Exercise aim
Please restate exactly what appears in the records below from the first line to the line where "cairo_new_sub_path(cr);" is, that line included.

Records for the exercise
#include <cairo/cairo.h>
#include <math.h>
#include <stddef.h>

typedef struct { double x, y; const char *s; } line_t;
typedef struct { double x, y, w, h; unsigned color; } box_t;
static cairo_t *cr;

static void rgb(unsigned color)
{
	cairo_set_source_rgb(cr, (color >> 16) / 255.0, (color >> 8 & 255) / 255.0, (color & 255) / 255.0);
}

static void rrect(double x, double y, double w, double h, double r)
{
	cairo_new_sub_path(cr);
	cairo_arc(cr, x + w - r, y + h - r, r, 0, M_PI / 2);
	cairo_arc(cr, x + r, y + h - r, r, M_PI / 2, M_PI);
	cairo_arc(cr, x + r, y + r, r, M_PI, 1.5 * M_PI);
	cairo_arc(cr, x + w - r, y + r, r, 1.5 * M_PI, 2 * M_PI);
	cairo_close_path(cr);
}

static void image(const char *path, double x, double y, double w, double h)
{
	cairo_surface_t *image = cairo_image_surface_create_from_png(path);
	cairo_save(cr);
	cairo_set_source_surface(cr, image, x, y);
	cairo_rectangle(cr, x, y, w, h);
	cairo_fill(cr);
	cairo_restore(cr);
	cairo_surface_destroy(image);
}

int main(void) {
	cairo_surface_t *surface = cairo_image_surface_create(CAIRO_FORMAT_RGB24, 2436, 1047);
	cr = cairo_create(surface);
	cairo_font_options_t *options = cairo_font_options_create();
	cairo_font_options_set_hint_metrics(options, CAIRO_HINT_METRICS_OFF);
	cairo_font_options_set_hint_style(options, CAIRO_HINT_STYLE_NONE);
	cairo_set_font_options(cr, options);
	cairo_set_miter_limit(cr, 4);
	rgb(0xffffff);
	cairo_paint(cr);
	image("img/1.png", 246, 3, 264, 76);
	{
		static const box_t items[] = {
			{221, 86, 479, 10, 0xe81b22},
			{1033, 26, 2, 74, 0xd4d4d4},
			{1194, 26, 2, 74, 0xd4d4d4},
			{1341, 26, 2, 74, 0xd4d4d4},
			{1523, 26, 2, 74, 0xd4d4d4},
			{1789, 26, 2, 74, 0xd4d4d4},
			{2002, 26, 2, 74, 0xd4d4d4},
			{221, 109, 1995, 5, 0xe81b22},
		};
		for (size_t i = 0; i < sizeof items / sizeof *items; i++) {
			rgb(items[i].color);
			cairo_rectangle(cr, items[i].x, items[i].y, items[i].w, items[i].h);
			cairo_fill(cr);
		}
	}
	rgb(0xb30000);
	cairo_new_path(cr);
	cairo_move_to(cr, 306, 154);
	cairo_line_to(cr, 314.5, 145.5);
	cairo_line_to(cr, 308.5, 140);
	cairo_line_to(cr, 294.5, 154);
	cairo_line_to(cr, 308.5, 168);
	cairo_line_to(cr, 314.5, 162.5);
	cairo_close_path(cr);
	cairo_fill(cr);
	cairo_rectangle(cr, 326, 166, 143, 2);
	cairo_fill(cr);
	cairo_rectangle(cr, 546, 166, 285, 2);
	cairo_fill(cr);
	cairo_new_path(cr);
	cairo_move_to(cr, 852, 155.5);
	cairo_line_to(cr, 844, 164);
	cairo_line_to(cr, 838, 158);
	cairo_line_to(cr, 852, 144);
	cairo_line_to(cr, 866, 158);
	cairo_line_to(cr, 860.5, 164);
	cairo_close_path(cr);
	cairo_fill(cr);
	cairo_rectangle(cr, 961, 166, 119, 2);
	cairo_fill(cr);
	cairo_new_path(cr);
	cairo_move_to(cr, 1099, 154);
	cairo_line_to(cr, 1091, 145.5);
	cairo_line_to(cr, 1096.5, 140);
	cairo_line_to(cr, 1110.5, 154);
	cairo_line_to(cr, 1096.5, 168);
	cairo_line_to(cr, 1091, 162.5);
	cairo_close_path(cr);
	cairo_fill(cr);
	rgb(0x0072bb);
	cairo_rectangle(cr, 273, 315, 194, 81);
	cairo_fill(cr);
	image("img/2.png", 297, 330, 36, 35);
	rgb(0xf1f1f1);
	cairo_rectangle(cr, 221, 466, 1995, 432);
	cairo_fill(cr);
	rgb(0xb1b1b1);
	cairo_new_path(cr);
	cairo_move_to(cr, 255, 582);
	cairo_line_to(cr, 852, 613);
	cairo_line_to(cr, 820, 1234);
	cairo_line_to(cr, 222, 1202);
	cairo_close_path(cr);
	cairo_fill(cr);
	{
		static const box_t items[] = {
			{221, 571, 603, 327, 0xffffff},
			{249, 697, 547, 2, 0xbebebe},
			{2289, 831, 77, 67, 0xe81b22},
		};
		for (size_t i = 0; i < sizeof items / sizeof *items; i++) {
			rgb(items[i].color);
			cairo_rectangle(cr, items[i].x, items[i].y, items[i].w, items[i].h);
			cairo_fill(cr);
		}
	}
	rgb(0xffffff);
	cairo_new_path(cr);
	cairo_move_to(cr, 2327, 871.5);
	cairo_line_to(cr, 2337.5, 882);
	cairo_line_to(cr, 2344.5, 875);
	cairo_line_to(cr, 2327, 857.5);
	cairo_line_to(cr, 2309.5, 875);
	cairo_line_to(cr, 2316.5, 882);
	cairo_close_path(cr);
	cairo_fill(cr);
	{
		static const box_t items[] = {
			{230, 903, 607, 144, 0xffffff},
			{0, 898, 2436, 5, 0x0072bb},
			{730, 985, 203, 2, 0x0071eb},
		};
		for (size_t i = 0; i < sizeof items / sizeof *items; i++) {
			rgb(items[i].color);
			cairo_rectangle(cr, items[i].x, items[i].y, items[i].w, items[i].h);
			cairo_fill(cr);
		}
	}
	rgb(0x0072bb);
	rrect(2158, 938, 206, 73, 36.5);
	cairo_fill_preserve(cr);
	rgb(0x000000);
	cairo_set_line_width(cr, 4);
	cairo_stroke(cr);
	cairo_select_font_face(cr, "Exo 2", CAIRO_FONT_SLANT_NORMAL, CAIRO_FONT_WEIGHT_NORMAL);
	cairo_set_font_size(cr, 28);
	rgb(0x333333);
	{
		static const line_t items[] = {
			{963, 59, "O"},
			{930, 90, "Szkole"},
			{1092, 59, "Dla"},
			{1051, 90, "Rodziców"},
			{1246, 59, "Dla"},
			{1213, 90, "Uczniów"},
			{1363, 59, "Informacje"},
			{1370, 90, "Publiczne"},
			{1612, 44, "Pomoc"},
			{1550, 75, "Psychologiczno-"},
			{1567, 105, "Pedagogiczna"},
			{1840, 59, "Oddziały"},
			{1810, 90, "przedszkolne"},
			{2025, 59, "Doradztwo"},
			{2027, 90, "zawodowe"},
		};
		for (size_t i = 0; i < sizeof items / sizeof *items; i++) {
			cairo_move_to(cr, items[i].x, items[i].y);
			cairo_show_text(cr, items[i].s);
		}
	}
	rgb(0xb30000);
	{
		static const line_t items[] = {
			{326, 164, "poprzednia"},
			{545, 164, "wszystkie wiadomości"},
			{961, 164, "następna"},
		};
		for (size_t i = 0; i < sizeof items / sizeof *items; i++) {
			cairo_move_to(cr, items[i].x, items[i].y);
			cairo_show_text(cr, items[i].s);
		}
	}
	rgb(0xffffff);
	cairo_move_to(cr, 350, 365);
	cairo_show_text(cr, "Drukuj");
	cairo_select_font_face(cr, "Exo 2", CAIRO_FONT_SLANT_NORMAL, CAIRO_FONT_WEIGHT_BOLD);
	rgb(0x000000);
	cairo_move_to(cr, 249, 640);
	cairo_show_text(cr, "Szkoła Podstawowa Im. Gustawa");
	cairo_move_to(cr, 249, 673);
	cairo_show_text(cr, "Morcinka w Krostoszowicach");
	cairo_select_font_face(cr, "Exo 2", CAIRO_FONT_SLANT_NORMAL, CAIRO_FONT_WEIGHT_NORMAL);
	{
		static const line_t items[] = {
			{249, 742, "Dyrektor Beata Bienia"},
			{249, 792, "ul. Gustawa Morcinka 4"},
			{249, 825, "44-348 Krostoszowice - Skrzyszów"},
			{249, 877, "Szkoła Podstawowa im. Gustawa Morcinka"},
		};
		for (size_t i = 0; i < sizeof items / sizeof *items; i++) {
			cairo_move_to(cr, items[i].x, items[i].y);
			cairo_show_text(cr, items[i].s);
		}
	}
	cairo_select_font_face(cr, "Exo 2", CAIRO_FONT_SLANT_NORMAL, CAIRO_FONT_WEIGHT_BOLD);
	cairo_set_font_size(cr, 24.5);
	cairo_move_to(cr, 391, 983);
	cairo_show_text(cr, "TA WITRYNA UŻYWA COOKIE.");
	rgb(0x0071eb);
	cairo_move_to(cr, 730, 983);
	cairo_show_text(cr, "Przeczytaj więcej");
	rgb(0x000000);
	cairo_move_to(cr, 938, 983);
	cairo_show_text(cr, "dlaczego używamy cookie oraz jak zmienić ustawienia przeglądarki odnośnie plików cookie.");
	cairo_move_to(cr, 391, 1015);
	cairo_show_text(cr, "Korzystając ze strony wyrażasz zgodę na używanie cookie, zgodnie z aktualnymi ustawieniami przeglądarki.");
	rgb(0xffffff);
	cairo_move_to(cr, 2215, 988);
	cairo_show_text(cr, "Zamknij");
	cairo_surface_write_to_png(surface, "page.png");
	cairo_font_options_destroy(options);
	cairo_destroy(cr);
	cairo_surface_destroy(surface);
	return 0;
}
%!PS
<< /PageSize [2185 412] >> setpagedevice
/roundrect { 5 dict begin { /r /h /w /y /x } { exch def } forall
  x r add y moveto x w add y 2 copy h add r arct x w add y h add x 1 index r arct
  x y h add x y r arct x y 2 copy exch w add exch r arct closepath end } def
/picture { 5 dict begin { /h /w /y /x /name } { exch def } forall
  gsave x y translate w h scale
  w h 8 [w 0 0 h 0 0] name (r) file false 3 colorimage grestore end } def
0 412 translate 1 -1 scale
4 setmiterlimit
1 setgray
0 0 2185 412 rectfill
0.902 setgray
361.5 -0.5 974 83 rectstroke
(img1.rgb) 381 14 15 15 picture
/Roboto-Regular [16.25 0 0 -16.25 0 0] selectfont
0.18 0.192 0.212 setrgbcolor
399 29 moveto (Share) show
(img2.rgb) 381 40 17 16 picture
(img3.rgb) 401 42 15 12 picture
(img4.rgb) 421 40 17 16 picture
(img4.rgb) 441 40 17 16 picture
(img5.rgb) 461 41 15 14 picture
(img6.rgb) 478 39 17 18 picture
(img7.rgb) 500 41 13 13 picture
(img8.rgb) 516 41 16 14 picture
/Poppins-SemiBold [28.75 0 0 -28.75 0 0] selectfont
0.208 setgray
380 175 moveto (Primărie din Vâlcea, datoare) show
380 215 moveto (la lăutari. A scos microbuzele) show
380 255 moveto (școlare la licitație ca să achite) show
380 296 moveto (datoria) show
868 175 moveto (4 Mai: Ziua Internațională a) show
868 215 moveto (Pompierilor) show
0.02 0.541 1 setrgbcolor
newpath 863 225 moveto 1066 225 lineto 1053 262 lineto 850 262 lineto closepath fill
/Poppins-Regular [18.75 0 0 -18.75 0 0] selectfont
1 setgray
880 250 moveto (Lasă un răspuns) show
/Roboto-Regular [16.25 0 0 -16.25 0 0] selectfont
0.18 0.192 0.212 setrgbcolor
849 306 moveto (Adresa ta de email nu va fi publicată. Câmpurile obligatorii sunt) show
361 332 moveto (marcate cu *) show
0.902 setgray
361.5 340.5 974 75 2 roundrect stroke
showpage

Result for this exercise
#include <cairo/cairo.h>
#include <math.h>
#include <stddef.h>

typedef struct { double x, y; const char *s; } line_t;
typedef struct { double x, y, w, h; unsigned color; } box_t;
static cairo_t *cr;

static void rgb(unsigned color)
{
	cairo_set_source_rgb(cr, (color >> 16) / 255.0, (color >> 8 & 255) / 255.0, (color & 255) / 255.0);
}

static void rrect(double x, double y, double w, double h, double r)
{
	cairo_new_sub_path(cr);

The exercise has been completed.